Nadie en el club duda de su calidad. La tiene, y mucha, pero no acaba de arrancar. Intermitente, es capaz de pasarse minutos y minutos sin tocar un balón o haciéndolo en zonas donde no es peligroso. 

Ousmane Dembélé es un quiero y no puedo

El caso de Dembélé es diferente. Si bien el francés sí que ha aparecido marcando en partidos importantes y dando al puntos e incluso títulos al equipo, tampoco es que sea un goleador nato. Es un extremo habilidoso que corre (mucho) y regatea (mucho), pero la falta ese instinto goleador que tanto echan de menos en la capital catalana.

Si bien es cierto que, como hoy ante el Villareal, el galo se siente cómodo en el campo, se gusta incluso, y cada vez conecta más con Leo Messi (algo fundamental para acabar triunfando en el Camp Nou) su aportación no se mide en goles.

El panorama en la delantera blaugrana no es que invite precisamente al optimismo. De hecho, hoy (debido en parte a la ausencia de Luis Suárez) no ha sido otro que Arturo Vidal el que se ha situado como ‘9’.

Que el chileno tenga que ejercer esa función es u muy buen indicativo de la falta de efectivos goleadores que tiene Valverde en su plantilla. Munir, que no es que sea precisamente Pelé, es un extremo que cumple, pero no un tipo de rifle rápido. Y Malcom sigue siendo una incógnita. 

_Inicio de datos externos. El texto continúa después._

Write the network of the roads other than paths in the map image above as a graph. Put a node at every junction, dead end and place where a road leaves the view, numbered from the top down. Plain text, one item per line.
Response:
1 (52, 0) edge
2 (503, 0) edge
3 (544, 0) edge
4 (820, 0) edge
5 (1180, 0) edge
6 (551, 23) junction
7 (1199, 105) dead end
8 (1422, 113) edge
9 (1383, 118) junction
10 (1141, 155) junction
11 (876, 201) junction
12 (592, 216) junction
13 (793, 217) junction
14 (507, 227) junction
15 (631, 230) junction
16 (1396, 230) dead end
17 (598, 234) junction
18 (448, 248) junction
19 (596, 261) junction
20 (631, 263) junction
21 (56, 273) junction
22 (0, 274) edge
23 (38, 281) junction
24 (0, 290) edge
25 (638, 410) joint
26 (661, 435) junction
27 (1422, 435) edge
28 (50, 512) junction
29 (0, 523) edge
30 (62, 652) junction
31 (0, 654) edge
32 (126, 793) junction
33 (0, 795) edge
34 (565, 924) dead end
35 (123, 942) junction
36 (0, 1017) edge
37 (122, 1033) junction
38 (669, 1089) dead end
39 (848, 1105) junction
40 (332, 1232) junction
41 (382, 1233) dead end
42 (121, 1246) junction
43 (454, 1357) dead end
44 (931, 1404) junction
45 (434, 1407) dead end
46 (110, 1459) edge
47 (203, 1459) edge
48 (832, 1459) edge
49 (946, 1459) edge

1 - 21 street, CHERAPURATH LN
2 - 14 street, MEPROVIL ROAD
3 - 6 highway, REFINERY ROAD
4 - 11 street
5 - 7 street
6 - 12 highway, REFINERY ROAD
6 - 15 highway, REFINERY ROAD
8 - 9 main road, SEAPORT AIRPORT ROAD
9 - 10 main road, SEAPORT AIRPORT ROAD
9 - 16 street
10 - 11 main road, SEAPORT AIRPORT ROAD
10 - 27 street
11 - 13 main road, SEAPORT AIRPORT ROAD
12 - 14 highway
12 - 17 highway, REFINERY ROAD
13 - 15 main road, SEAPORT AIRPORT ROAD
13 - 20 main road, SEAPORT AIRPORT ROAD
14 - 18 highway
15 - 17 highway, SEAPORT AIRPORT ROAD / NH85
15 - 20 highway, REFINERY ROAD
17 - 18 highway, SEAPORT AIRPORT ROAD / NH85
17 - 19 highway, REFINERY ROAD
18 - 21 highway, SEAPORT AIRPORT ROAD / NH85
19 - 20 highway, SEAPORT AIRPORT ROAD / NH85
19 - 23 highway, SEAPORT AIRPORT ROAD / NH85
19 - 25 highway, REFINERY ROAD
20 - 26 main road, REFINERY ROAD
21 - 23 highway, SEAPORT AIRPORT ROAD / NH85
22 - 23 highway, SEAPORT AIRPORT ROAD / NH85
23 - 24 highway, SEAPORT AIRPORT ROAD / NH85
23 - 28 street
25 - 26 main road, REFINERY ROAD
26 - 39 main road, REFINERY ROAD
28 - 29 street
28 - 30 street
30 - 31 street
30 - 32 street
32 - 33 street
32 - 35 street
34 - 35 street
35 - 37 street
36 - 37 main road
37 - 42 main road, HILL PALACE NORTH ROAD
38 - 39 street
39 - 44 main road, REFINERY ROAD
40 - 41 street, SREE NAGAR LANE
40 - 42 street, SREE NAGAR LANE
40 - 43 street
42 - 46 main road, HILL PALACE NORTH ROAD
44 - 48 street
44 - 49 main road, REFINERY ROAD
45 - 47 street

Suárez lo es, aunque cada vez menos. Si Messi no está inspirado de cara a portería, sus compañeros en el tridente, en especial Coutinho y Dembélé, no le acaban de acompañar.

Luis Suárez | EFE

De ahí que muchos le pregunten a Messi: “¿Por qué lo tapas?” Muy sencillo: su relación personal con Suárez y Coutinho es más que buena, y el argentino nunca va a mover ficha para que se carguen a alguno de ellos.

El Barça ya se mueve

Sin embargo en la secretaría técnica son muy conscientes del problema. De hecho, nadie en el club esconde que una de las líneas que debe ser reforzadas cuanto antes es la delantero.

¿Qué se busca? Lo que falta: gol, gol y más gol. Un ‘nuevo’ Suárez, de hecho. Con los números en la mano, la necesidad se hace más evidente: Coutinho lleva 4 goles en 11 partidos, Dembélé 5 en 12, Suárez 9 en 13 y Messi 9 en 11.

Con ello en mente la solución en el Camp Nou pasa por tirar de chequera y hacerse con un delantero de primer nivel. Todo dependerá de cómo acabe la temporada y de qué rendimiento acaben ofreciendo, sobretodo a nivel goleador, Coutinho y Dembélé.

Pero cada vez parece más claro que Josep Mª Bartomeu y los suyos van a ir al mercado con un cheque millonario. Y es que ya se sabe, el gol no es precisamente barato.